No question about using my cousin's tractor if he is serious about letting me use it.

He is a great guy, and super busy, so timing and finding him free when the ground is right might be the tricky part.

I just wanted to make sure that it will cut deep enough.


----------



## Paquebot (May 10, 2002)

Most tillers should go down about 8" which is normally sufficient unless it's on really compacted soil. Then the ultimate is double-digging which goes down to 16". You can always go deeper for individual plants if you wish by digging 12" holes and mixing in compost or aged manure. Do that enough times and whole garden will be good down to that depth.

Martin


----------



## clovis (May 13, 2002)

Great idea, Martin!!!!

If I can make this work, this is exactly what I will do!!!! 

Now, the big question is:

How big do I make the garden? The offer of a rear mounted tiller on a tractor has my head full of ideas. Maybe I should till up the entire back lot, LOL!

Thank you so much for your replies!!!!!!


----------



## Paquebot (May 10, 2002)

The more area you have, the more fun you can have with it. 2011 was 6,000 square feet which seems like a lot until you consider vining plants. Increased to 10,000 for 2012 with most of the extra being squash and melons. Didn't have to worry about having to keep any vines under control and weeding wasn't a major chore by having enough space to use the Mantis for much of the work.

Martin


----------



## Oldcountryboy (Feb 23, 2008)

clovis said:


> Great idea, Martin!!!!
> 
> If I can make this work, this is exactly what I will do!!!!
> 
> ...


Be careful. I bought a tractor about 3 years ago and seems I have the worst garden since. I went from one 2100 s.f. garden and added a 3500 s.f. corn patch and a 900 s.f. tator patch. 

Results: Way to much gardening to keep up with. At the same time I kept getting plagued by insects that was on the rise. I've purty much figured out that I'm not harvesting any more then I did before I bought the tractor. 

So if we ever come out of this drought were in, I might just scale back to the 2100 s.f. garden and just use my little Sears tiller. 

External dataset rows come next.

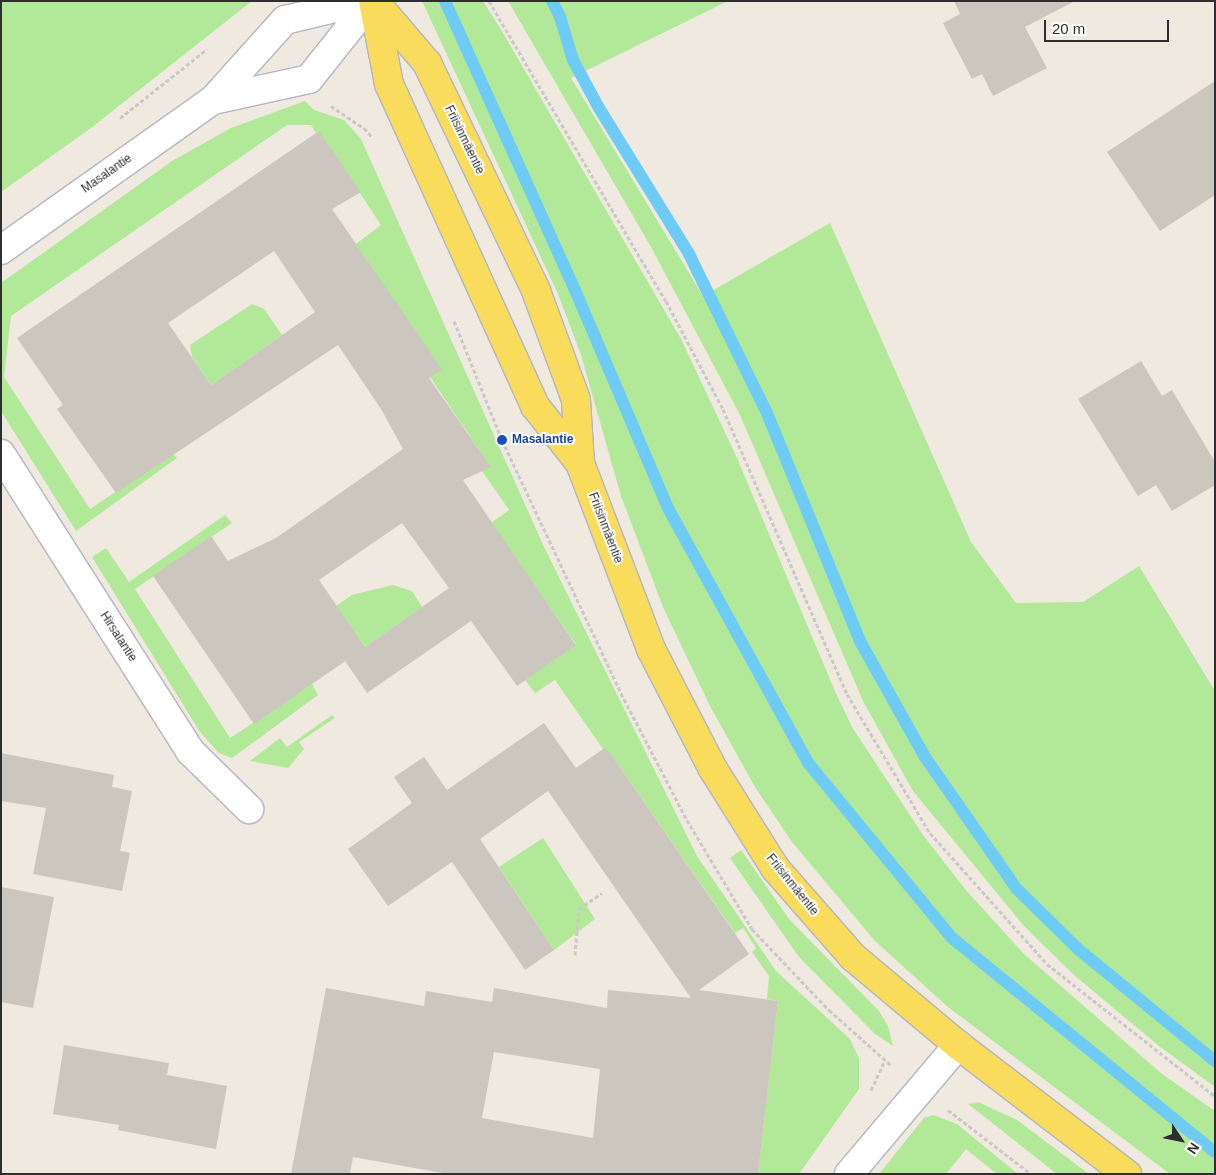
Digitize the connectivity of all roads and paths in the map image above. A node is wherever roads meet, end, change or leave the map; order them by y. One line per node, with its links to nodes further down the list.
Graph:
1 (364, 1): 5 (street, Masalantie)
2 (372, 1): 5 (street, Masalantie); 9 (main road, Friisinmäentie); 9 (main road, Friisinmäentie)
3 (489, 1): 14 (path)
4 (214, 44): 6 (path)
5 (213, 100): 7 (street, Masalantie)
6 (115, 123)
7 (1, 250)
8 (1, 454): 10 (street, Hirsalantie)
9 (580, 463): 13 (main road, Friisinmäentie)
10 (249, 809)
11 (602, 893): 12 (path)
12 (574, 955)
13 (958, 1045): 15 (street); 16 (main road, Friisinmäentie)
14 (1215, 1096)
15 (849, 1174)
16 (1127, 1174)

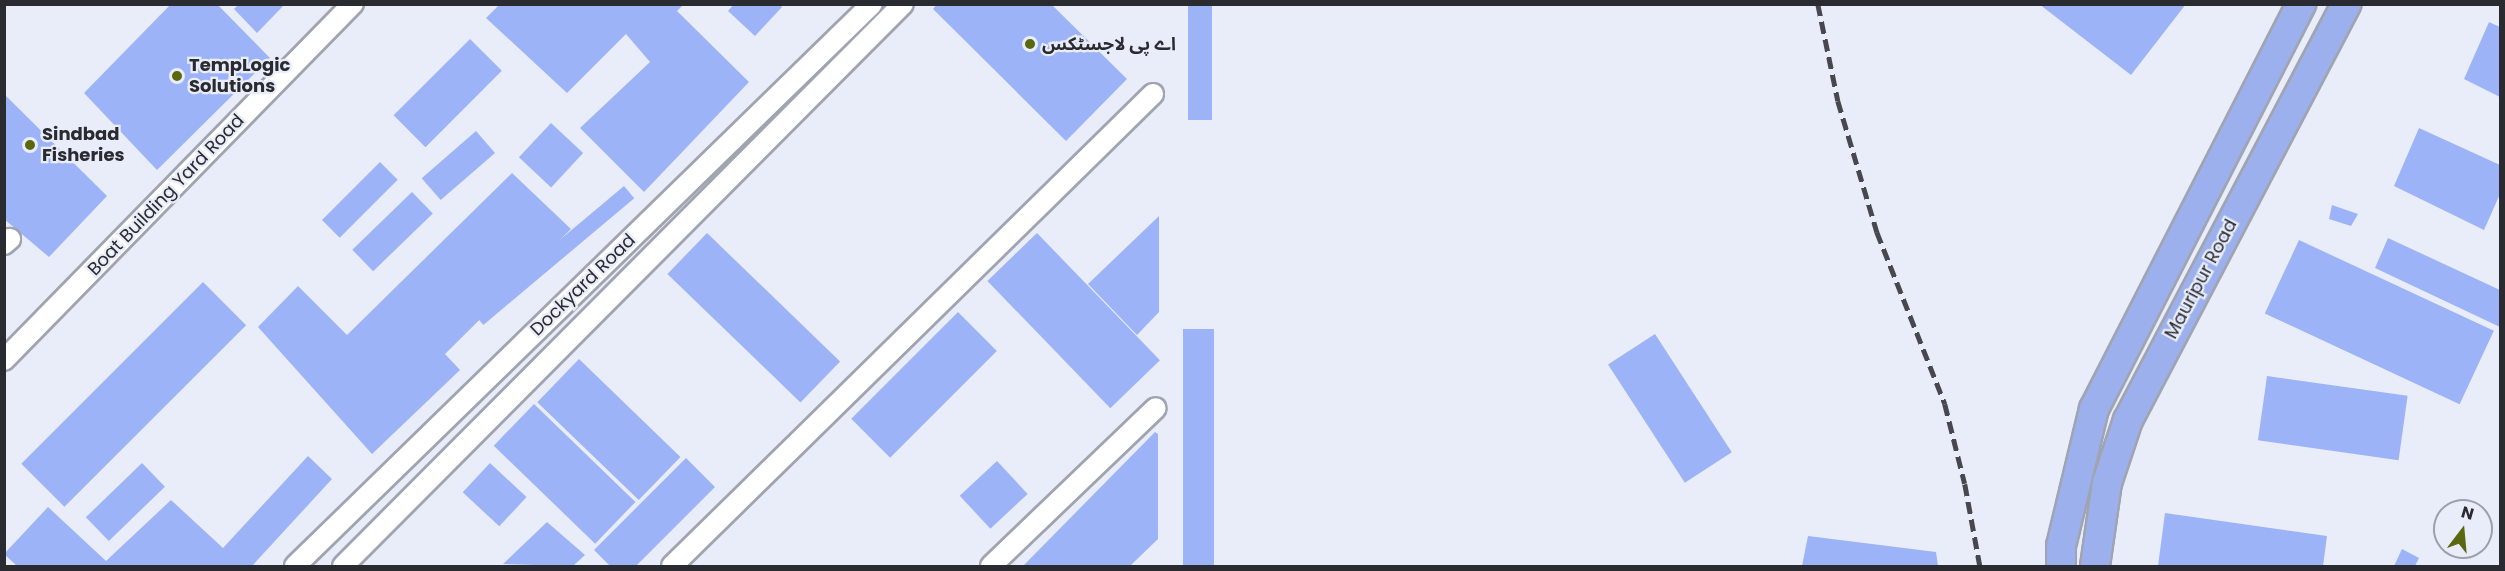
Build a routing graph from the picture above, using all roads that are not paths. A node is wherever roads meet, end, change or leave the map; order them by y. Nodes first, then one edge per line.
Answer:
1 (353, 4) edge
2 (872, 4) edge
3 (903, 4) edge
4 (2356, 4) edge
5 (2297, 12) edge
6 (2338, 22) edge
7 (1153, 94) dead end
8 (4, 360) edge
9 (1156, 408) dead end
10 (295, 567) edge
11 (343, 567) edge
12 (672, 567) edge
13 (992, 567) edge
14 (2061, 567) edge
15 (2096, 567) edge

1 - 8 street, Boat Building Yard Road
2 - 10 street, Dockyard Road
3 - 11 street, Dockyard Road
4 - 6 highway, Mauripur Road
5 - 14 highway, Mauripur Road
6 - 15 highway, Mauripur Road
7 - 12 street
9 - 13 street

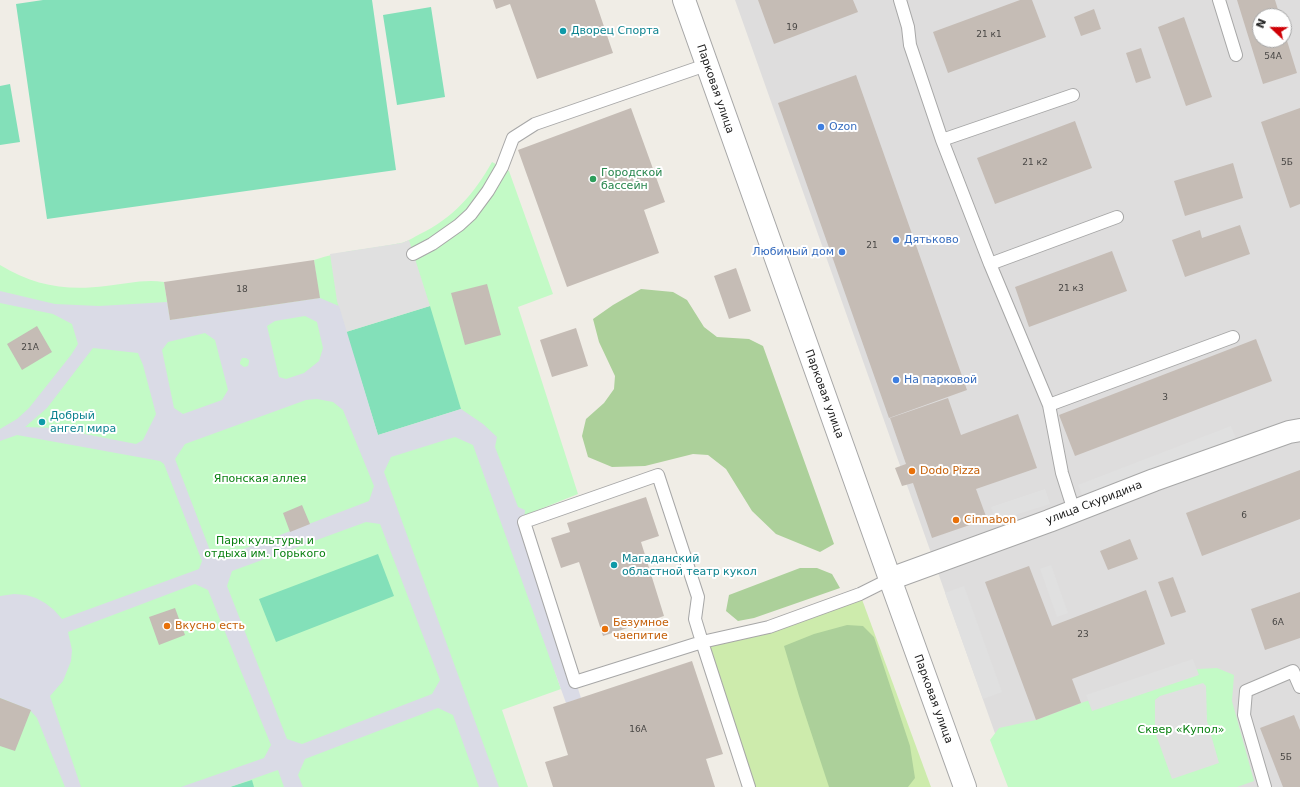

I've also realized that I don't really need to till up the whole area that I'm gonna raise my garden in. You only need to till that actual row before planting. In between the rows you leave alone and let the grass grow. Then use a walk behind mulch mower and just mow the grass when needed. It's a lot faster to mow the grass between the rows then it is to till the soil up to control the grass. This gives you more time to mulch around the plants to control weeds.


----------



## Paquebot (May 10, 2002)

Although a lot of people leave grass between rows, it is not a good thing. Instructions for spacing between rows are for good reasons and not just to have a place to walk. That space is for the plant feeder roots to grow in. Most vegetables aren't able to compete with grass and suffer if forced to try. So, not a good idea unless the grass is kept at least a foot away from most plants.

Martin


----------



## geo in mi (Nov 14, 2008)

clovis said:


> I am hoping to put a garden out in the spring.
> 
> This ground hasn't been tilled in years. My dad keeps it well mowed.
> 
> ...


What size Troy-Bilt? And what size are the tines on the Kubota? With grass sod, you will be kicking up that four inch thick mat of grass roots for quite a while until they decompose, no matter what tiller you use. It will take three to four passes with either to get enough root breakup to be able to make furrows and seedbeds, so you will have to time it as early as possible to get that part done beforehand. And remember, the root mass is biomass, so it will lock up your nitrogen until the microorganisms are done eating it.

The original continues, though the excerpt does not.